A drive-thru funeral or visitation provides at least some sort of thread to connect a deceased’s loved ones to the other family and friends that knew them in life. While a full reunion may not be possible just yet, even seeing a friend from a car window is a richer experience than chatting with them on a computer screen.
But there may be more to the drive-thru funeral than meets the eye. In a nation long obsessed with the automobile, striped with roadways, and famous for its roaring interstates and “blue highways” too, a drive-thru funeral makes some degree of sense. Think about it, says the Chicago Sun-Times writer Maureen O’Donnell, “America’s love affair with the automobile has produced drive-thru restaurants, dry-cleaners, coffee shops, prayer services, weddings.” And don’t forget the drive-in movie theater, which also appears to be making a comeback in the age of the coronavirus. With these car-centric traditions in mind, the drive-thru funeral actually seems like a deeply American tradition and one not so far-off from our norms.
It also happens to be a tradition that pre-dates the coronavirus.
An AP video posted back in 2014 from Saginaw, Michigan features Paradise Funeral president Ivan Phillips, an early adopter of the drive-thru funeral. “As you enter into the drive-thru you are going to see a memorial box where you can drop a memorial card or monetary contribution,” says Phillips, explaining just how the process works.
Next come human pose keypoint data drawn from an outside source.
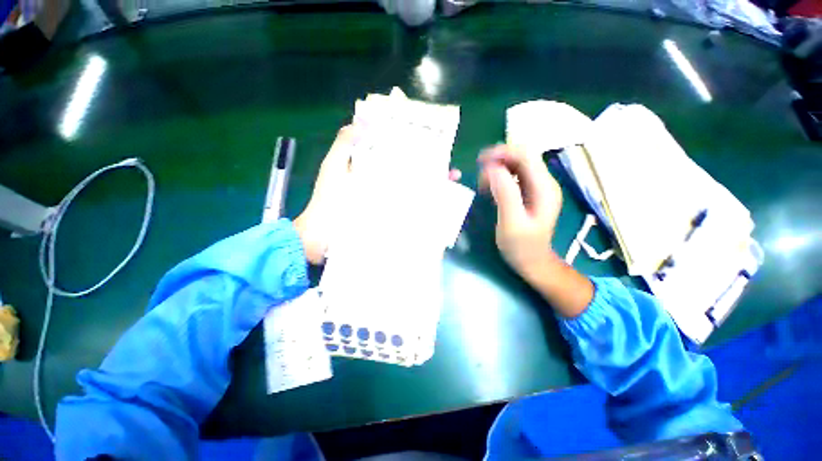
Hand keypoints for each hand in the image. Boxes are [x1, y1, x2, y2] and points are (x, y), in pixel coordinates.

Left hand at [295, 125, 462, 264]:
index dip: (410, 142)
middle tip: (448, 163)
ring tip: (452, 179)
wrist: (325, 236)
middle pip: (410, 169)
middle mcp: (383, 181)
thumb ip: (344, 145)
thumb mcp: (334, 168)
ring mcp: (388, 199)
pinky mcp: (391, 215)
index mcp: (370, 166)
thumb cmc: (328, 200)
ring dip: (433, 184)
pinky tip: (442, 202)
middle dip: (430, 165)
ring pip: (414, 187)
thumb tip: (362, 121)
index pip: (394, 149)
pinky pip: (411, 207)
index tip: (428, 137)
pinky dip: (426, 204)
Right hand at [478, 144, 562, 281]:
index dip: (503, 152)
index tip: (480, 161)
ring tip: (482, 186)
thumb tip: (492, 168)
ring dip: (497, 169)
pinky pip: (514, 176)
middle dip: (498, 160)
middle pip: (522, 157)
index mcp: (544, 188)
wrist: (533, 262)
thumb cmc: (521, 247)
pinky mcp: (530, 193)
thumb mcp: (511, 223)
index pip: (526, 155)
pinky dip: (499, 178)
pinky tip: (490, 190)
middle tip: (479, 175)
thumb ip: (504, 194)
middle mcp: (544, 183)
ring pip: (517, 165)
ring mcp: (538, 187)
Mourners drive on and push a button which opens a box that has a register book inside. Here people can sign their name and write messages of condolence to the family.
“Then you proceed forward,” says Phillips, “the curtains will drawback, and you may pay your respect to the loved one for three minutes from the privacy of your vehicle.” At this point, the driver has come up to a window that allows them to look in at a coffin lying behind glass.
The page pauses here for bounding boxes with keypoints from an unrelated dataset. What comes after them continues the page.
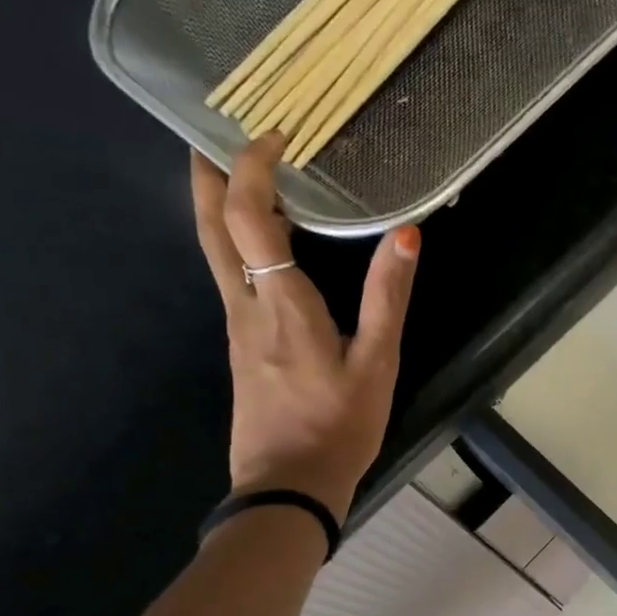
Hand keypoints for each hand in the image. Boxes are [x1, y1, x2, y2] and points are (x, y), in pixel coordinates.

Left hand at [191, 135, 419, 520]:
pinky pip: (232, 277)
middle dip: (209, 173)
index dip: (253, 166)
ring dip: (221, 206)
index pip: (250, 216)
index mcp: (280, 303)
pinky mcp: (240, 347)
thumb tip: (407, 234)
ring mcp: (236, 327)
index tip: (274, 133)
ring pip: (215, 251)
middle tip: (216, 131)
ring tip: (244, 175)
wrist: (288, 485)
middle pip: (211, 225)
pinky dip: (239, 243)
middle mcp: (245, 305)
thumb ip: (387, 298)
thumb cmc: (338, 425)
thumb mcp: (377, 364)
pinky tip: (264, 247)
The entire setup resembles a bank drive-thru, and the service was designed for mourners with physical limitations. “There is no question that the funeral business is one that is steeped in tradition,” wrote Digital Dying writer Molly Gorny, who penned a blog about Paradise back in 2014. “So it’s natural that when a service such as drive-thru funeral viewings comes along we’re tempted to poke fun at it.”
But Gorny points out that even in 2014 the concept was not entirely novel. She cites an early adopter of drive-thru funerals at the now-closed Junior Funeral Home in Pensacola, Florida. The facility started offering drive-thru services as early as 1986. Adam’s Funeral Home, located in Los Angeles’ Compton neighborhood, has also been offering drive-thru options for many years.
Gatling’s Chapels, the Chicago Sun-Times article points out, started offering drive-thru visitations via TV screen back in the late 1980s. Owner Lafayette Gatling, according to the article, “thought it would allow mourners with disabilities to get to wakes and also benefit people working in the building trades who didn’t have time to clean up before entering a funeral parlor.”
Now the coronavirus has offered new reasons for the drive-through, and it will be interesting to see if the practice catches on in a more pronounced way. As Joanna Ebenstein, artistic director and co-founder of Morbid Anatomy noted in our interview in April, citing the words of someone she had just recently interviewed, John Troyer, author of the new MIT Press book, Technologies of the Human Corpse: “Times like this are when these new technologies get pushed very quickly forward, and they would have probably taken a very long time to be accepted otherwise.”
With the car and the open road already so firmly etched into the American culture, and the American funeral already going through a time of significant change, and grieving becoming more remote for many Americans, could the drive-thru funeral be here to say? It just might be so.